Spencer showed us a variety of caskets. He noted that in some states, though not in Utah, it is possible to rent a casket for a funeral, if the body is later to be cremated.
We mentioned that it’s now possible to buy a casket at the local Costco. He explained that families were welcome to supply their own casket, but the funeral home could easily beat the price, once the fee for working with an outside casket was added to the price of the discount casket from Costco. According to Chris, this “receiving fee” – akin to a corking fee at a restaurant, when you bring your own wine – is illegal in Canada. But if you bring your own casket, it’s your responsibility, including opening and closing it, plus any needed repairs.
The most expensive casket in Spencer’s showroom runs about $39,000; Spencer called this “the biggest waste of money ever.” We were amused to learn that there are caskets with built-in skylights, though we can’t imagine the advantage of that. We also snickered a little at the elaborate warranties which come with the more expensive caskets.
We wonder, How long will it be before one can buy a casket complete with an optional battery-powered, wireless webcam, which is focused on the remains?
We asked Chris he if he ever tries to “up-sell” when someone is shopping for a casket. He said, no, never. It’s not that he isn’t a shrewd businessman or conscious of profits. (He plays an aggressive, almost ruthless game of Monopoly, as one of us has twice witnessed.) He just thinks it’s inappropriate to take advantage in that way.
We had hoped to see the embalming room at Spencer’s funeral home, but there was a body in it, and, when there is, it’s illegal to enter the room without a license. He did describe the process to us, though. It includes the following:
- replacing the blood with formaldehyde;
- wiring the mouth shut (sometimes super-gluing the lips together);
- putting putty in the cheeks and under the bottom lip, and cotton under the top lip, for a more lifelike appearance; and
- putting plastic caps over the eyeballs and super-gluing the eyelids closed.
If the body will be stored longer than usually before the funeral, there are more steps in the process.
Our discussion turned briefly to the history of embalming. He told us that embalming used to be done – only a few decades ago – at the home of the deceased, on the kitchen counter or table.
We asked Chris and Spencer if they ever do anything special for Halloween, given their profession and their unique access to certain death-related paraphenalia.
Chris said no, and noted that Halloween isn’t quite as bit a deal in Canada as in the US.

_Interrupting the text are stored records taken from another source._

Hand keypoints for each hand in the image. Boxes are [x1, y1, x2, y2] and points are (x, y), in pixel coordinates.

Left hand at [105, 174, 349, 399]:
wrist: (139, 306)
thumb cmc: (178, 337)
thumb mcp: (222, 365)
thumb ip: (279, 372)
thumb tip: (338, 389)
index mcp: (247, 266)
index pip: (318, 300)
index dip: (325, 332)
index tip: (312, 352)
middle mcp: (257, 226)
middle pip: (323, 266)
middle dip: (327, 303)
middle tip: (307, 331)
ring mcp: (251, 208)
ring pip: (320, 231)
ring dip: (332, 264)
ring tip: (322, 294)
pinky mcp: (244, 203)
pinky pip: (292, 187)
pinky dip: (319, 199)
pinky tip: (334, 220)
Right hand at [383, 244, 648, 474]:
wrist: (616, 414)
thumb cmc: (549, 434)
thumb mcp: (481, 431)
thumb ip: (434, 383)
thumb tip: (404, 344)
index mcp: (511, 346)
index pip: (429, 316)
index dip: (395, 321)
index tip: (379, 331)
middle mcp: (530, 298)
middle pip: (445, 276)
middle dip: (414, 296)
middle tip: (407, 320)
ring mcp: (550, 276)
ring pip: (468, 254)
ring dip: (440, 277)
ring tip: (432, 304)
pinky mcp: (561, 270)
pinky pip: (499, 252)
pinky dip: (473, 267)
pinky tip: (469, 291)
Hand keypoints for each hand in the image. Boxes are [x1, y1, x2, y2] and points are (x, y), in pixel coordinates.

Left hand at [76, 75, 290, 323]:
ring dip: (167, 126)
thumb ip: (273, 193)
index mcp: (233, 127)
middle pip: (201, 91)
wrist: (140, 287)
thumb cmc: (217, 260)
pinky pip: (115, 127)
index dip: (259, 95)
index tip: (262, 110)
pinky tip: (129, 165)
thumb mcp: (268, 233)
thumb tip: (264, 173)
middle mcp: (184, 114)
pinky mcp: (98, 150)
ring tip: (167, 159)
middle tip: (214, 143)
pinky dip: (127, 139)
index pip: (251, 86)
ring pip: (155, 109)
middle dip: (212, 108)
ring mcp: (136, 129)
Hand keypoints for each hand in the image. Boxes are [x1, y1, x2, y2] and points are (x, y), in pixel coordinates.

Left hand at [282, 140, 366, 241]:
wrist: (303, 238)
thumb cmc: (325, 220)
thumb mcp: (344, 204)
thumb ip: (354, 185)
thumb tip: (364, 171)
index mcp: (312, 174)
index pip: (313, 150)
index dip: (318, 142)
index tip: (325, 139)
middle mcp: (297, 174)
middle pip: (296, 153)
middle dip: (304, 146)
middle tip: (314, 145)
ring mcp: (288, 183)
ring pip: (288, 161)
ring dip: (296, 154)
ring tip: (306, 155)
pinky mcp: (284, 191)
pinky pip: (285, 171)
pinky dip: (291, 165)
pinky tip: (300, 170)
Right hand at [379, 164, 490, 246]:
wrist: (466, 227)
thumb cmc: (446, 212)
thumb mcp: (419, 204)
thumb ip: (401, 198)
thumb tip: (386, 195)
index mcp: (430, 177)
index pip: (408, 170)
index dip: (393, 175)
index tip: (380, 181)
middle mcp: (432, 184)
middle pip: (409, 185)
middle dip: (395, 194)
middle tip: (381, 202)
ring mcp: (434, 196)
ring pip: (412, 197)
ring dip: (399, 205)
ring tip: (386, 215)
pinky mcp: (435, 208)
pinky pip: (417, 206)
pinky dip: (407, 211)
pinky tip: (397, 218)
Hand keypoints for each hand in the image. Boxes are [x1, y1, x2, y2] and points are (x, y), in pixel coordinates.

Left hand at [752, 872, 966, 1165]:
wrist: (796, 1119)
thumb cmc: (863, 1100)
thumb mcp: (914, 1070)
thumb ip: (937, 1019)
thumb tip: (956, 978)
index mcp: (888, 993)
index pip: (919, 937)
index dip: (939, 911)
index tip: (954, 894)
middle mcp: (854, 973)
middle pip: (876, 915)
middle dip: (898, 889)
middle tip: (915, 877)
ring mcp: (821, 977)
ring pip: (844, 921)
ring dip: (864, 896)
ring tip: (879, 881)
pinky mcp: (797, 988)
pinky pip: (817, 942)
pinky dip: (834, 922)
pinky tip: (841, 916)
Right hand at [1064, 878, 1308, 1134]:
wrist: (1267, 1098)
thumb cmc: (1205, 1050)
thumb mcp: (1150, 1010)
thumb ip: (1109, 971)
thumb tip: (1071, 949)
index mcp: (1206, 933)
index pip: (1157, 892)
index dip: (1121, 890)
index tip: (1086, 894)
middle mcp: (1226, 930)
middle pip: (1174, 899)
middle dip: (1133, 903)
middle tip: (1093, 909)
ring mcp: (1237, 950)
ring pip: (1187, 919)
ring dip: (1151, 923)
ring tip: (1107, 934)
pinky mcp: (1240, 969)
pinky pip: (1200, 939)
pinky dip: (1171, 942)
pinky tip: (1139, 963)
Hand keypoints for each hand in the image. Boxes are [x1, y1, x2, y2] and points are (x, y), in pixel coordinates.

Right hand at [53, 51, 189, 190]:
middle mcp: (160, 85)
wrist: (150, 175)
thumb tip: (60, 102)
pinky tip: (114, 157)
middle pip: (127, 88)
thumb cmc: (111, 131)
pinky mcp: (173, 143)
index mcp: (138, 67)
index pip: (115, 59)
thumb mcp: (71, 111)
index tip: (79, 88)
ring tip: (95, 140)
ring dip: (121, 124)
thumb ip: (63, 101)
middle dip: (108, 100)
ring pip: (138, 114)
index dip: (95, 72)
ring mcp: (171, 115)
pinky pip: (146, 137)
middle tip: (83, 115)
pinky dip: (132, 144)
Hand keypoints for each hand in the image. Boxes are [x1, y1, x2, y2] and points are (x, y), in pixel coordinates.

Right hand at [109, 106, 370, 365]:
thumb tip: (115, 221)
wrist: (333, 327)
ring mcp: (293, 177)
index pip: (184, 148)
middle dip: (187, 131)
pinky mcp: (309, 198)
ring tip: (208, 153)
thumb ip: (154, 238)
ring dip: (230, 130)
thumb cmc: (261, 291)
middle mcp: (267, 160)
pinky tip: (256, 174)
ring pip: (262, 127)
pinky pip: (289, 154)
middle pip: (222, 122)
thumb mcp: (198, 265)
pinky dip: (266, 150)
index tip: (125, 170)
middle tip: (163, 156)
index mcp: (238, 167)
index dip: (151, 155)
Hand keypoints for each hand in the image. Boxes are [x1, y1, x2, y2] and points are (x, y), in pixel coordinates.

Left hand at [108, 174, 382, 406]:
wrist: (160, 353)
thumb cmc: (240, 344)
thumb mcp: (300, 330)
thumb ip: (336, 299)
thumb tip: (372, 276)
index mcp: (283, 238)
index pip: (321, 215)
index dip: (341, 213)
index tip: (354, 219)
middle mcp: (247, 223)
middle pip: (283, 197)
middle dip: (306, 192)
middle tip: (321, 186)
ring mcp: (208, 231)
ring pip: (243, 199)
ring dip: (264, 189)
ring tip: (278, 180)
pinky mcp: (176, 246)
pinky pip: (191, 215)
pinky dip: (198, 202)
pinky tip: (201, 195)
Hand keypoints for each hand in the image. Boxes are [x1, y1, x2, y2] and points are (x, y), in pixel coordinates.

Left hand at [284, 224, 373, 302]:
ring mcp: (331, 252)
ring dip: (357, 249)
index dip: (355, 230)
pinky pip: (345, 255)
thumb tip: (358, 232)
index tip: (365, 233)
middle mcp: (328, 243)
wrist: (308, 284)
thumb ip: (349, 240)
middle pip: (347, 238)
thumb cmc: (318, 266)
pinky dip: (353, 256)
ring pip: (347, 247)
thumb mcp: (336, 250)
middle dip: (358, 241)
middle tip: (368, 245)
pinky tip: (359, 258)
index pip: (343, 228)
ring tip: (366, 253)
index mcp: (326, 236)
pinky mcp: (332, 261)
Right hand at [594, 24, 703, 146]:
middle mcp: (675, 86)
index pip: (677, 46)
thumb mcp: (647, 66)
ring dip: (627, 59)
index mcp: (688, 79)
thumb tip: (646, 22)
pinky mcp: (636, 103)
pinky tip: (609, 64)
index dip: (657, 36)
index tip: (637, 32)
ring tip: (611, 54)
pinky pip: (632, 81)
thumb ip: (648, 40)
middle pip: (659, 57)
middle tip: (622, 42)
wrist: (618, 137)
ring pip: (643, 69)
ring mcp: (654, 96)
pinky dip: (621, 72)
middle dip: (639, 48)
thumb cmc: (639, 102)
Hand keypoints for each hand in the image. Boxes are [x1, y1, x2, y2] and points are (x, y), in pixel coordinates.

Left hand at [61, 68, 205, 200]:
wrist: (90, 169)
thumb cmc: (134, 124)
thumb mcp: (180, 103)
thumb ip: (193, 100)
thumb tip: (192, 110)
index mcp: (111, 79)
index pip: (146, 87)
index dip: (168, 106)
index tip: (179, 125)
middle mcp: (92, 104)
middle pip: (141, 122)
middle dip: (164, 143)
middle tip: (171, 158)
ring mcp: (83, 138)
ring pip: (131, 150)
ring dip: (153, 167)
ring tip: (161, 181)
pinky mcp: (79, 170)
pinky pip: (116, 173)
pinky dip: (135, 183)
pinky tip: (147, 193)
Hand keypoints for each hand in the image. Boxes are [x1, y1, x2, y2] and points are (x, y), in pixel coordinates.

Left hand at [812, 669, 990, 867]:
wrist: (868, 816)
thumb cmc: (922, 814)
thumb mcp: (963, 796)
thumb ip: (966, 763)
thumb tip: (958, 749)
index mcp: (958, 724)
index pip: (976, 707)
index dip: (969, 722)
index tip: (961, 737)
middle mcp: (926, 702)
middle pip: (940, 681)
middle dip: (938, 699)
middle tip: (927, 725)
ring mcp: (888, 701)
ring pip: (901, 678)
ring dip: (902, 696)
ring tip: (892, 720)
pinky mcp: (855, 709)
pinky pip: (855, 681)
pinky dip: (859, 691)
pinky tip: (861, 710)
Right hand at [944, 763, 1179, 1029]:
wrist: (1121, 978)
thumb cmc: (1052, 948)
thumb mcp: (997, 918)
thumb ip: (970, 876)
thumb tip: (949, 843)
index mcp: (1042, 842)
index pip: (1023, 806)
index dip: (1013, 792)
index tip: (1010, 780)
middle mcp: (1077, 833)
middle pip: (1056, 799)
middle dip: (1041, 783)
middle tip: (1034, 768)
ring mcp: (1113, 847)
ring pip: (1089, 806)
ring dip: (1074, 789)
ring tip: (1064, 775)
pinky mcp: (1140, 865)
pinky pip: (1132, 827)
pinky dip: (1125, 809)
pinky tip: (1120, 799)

Spencer said yes. He said there have been some Halloween parties at the funeral home, and they have used a hearse for the trunk-or-treat events that are popular in the area. He said he was considering dressing up as the Grim Reaper for this Halloween, and he showed us a six-sided coffin he had in storage, which has sometimes been used for Halloween-related purposes. It was originally used to ship a body from South America. (A typical casket in the United States is four-sided, not counting the top and bottom, of course.)
He also mentioned that they sometimes rent out a limousine, though not the hearse, for prom night.
We express our sincere appreciation to both Spencer Weeks and Chris Thompson for giving us a good look at their profession, and for being good sports about our questions, including the silly ones. We found them intelligent, friendly, witty, and not morbid in the least.